Saturday, October 24, 2020
Which English county has the longest coastline?

A correct answer exists, which is good because this is a very ambiguous question.
The big problem is that the length of a coastline can't be precisely calculated. Whatever scale of map you choose to use, zoom in further and the length of the coastline inexorably increases. What looks like a bay may include several coves, and they in turn may have rocks jutting out into the sea with complex irregular surfaces, and just what height did you think the tide was at anyway? Indeed when mathematician Benoit Mandelbrot wanted to popularise the concept of fractals in the 1960s he chose to call his paper "How long is the coast of Britain?"
"Seacoast shapes are examples of highly involved curves with the property that - in a statistical sense - each portion can be considered a reduced-scale image of the whole. The concept of ‘length’ is usually meaningless for geographical curves."
It all comes down to how many points you choose to measure between. For example if your map of the British coastline has 2282 vertices then its length would be 3876 miles, but if you increase the number of vertices to 2,282,000 then the length shoots up to 11,023 miles. Alasdair Rae's written an excellent post explaining how the calculations work, with diminishing gifs, if this piques your interest.
But to find the longest coastline only requires putting the English counties in order, not calculating absolute values, so I only need to be consistent in my measurements. Here's what happened when I tried measuring the coastline of (ceremonial) English counties using Google Maps.
1 | Cornwall | 410 km |
2 | Devon | 340 km |
3 | Kent | 270 km |
4 | Essex | 260 km |
5 | Cumbria | 220 km |
By my calculations the longest coastlines belong to Cornwall and Devon, two southwestern counties with the sea on both sides. Kent is surrounded on three sides, but is a smaller county, while Essex's high showing is due to its high number of creeks and estuaries. But don't read too much into these rankings because I was only using Google Maps level 9, and zooming into level 11 changes the order somewhat.
1 | Cornwall | 460 km |
2 | Devon | 390 km |
3 | Essex | 320 km |
4 | Kent | 280 km |
5 | Cumbria | 230 km |
Cornwall, Devon and Essex have each put on about 50km, or 15%, because zooming in has revealed a lot more coastal contortions. Meanwhile Kent and Cumbria are only up by 10km, or 5%, because their coastlines are less indented. Bays and cliffs don't increase in length as you zoom in as much as creeks and estuaries... and this has allowed Essex to leapfrog Kent.

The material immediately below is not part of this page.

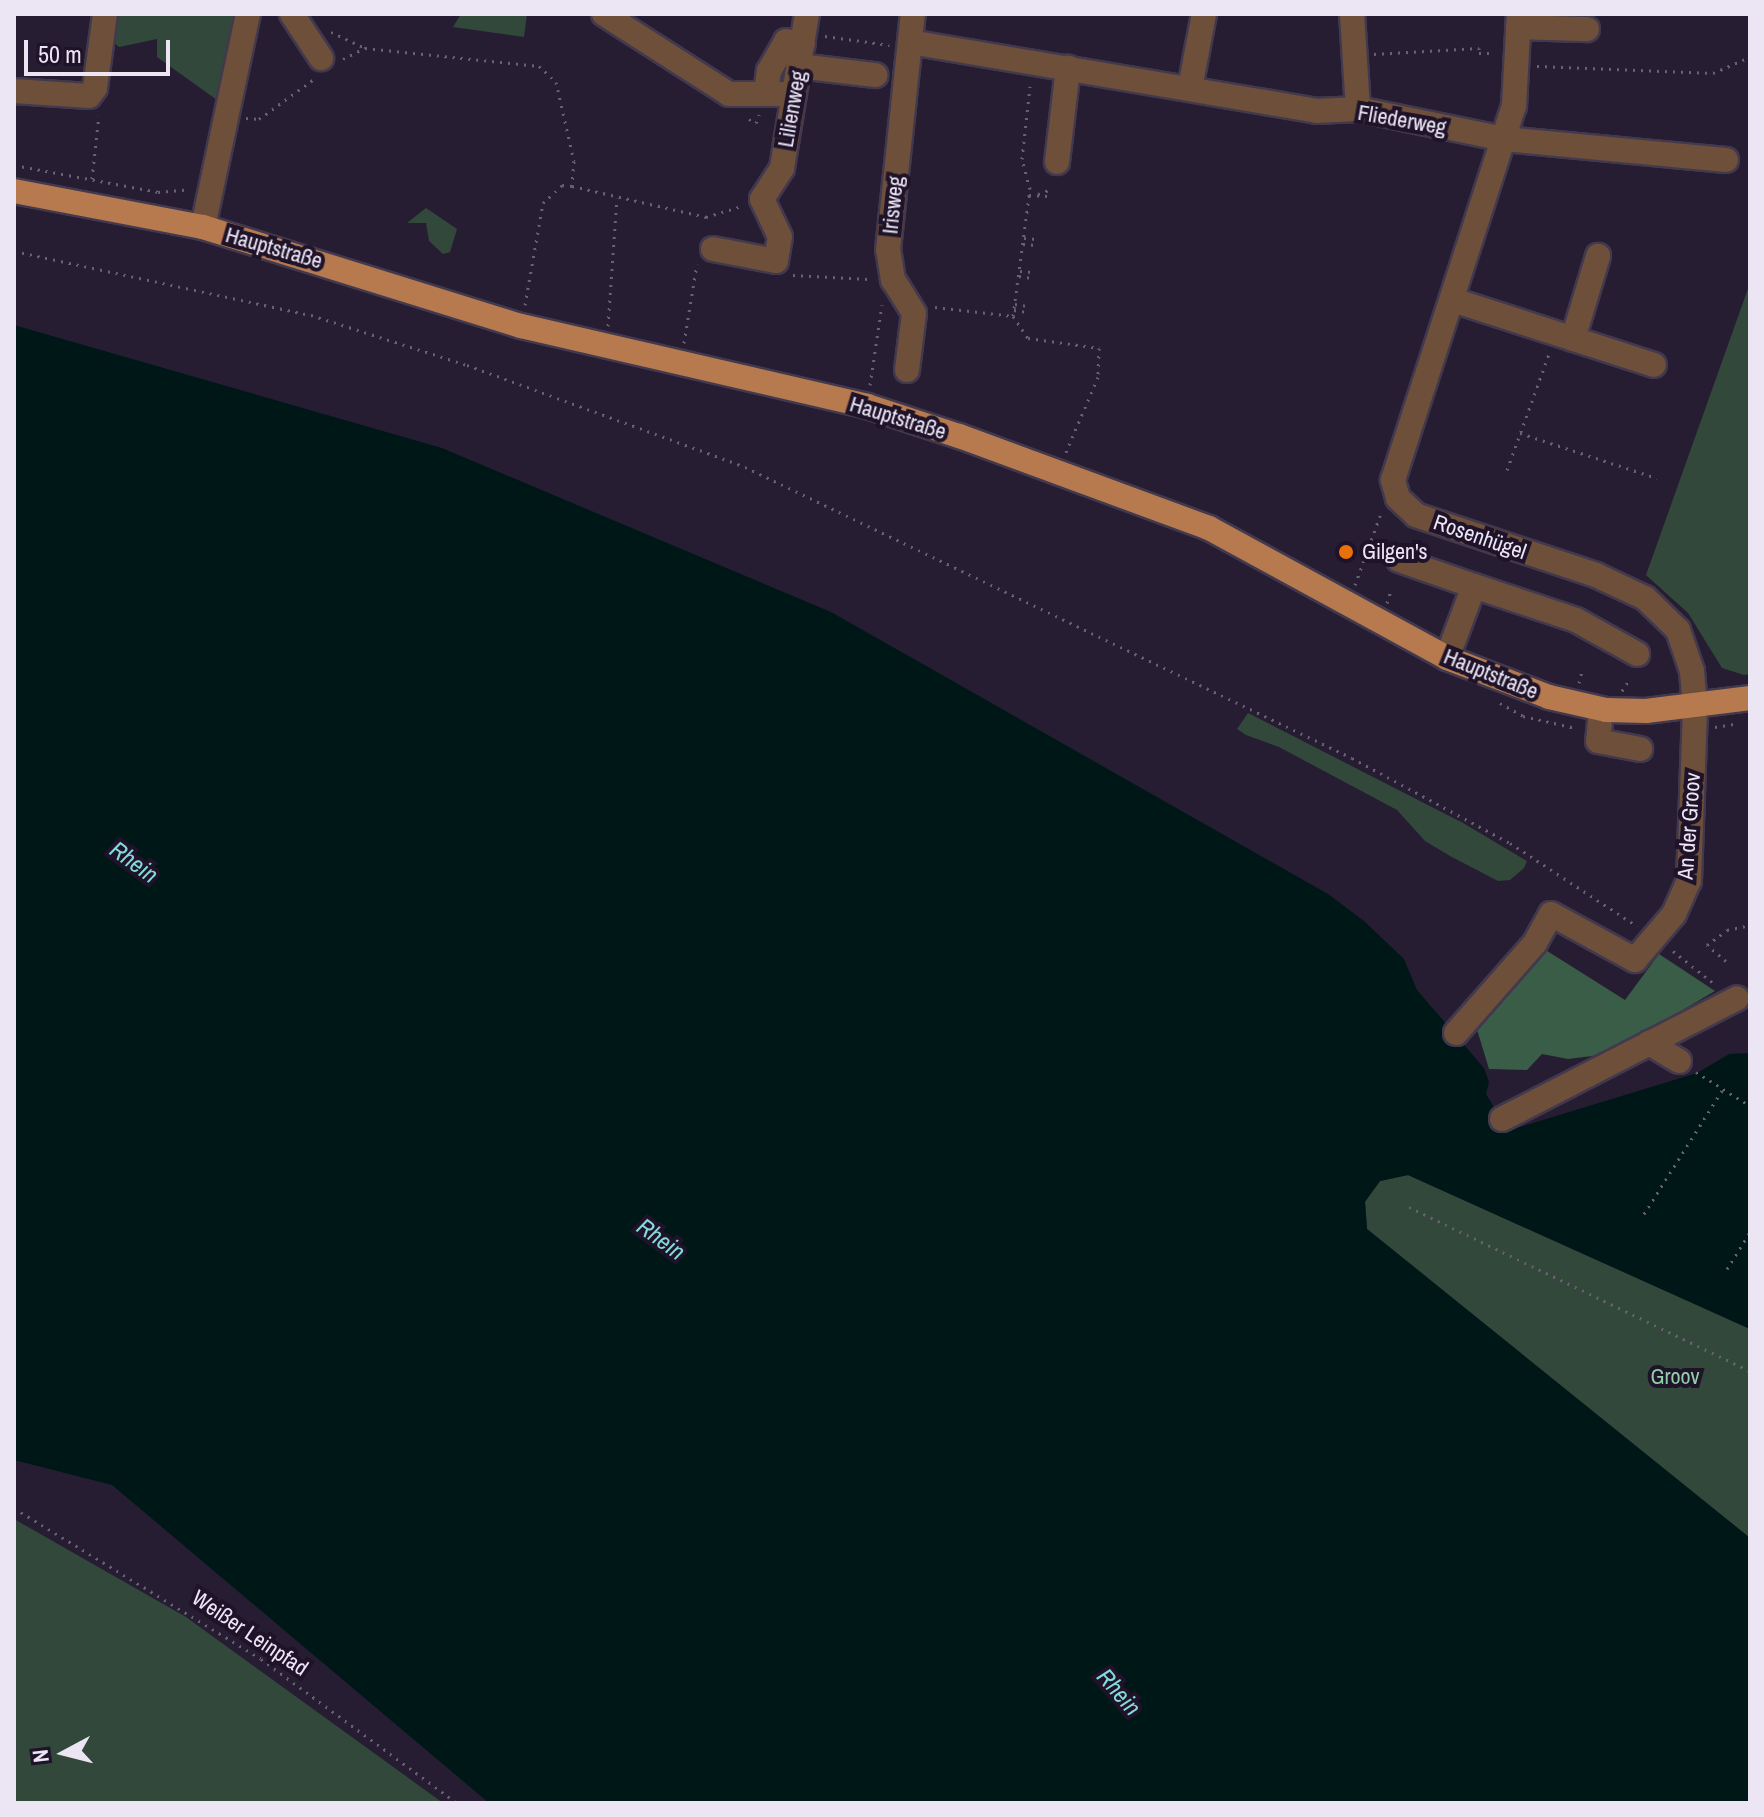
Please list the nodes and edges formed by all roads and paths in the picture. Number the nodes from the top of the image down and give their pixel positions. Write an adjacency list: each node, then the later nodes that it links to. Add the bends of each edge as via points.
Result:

I could zoom in further and calculate again, but that's not a great use of my time. Instead let me switch to a potentially more accurate measurement courtesy of GB circumnavigator Quintin Lake. He's just finished five years of walking round the British coast, sticking as close to it as possible and taking some glorious photographs along the way. He's also kept very careful record of kilometres travelled and produced a summary map, which has allowed me to compile this Top 10 of County Coastlines.
1 | Cornwall | 724 km |
2 | Essex | 526 km |
3 | Devon | 509 km |
4 | Cumbria | 352 km |
5 | Kent | 321 km |
6 | Lincs | 238 km |
7 | Suffolk | 234 km |
8 | Norfolk | 232 km |
9 | Dorset | 222 km |
10 | Sussex | 219 km |
This won't be perfect either because rights of way don't always follow the coast, but because it's micro-level data it's likely much more accurate than my blunt Google Maps estimate. Notice that the distances are a lot higher than before, as you'd expect from finer detail, with Cornwall and Essex receiving a particular boost. Quintin found walking around Essex somewhat tortuous, forever following another sea wall up another inlet, which has leapfrogged this unassuming county into second place. Even better, this turns out to be correct....
Three years ago the Ordnance Survey bashed the figures by measuring the length of the High Water mark on a 1:10,000 map. They only published a top three, annoyingly, but as the ultimate arbiters of all things map-based their top three ought to be correct.
1 | Cornwall | 1086 km |
2 | Essex | 905 km |
3 | Devon | 819 km |
Devon is confirmed in third place thanks to its twin shores, and Essex's estuarine wiggles place it comfortably in second. But the English county with the longest coastline is definitely Cornwall, because it turns out you can answer the question even when you can't measure the data.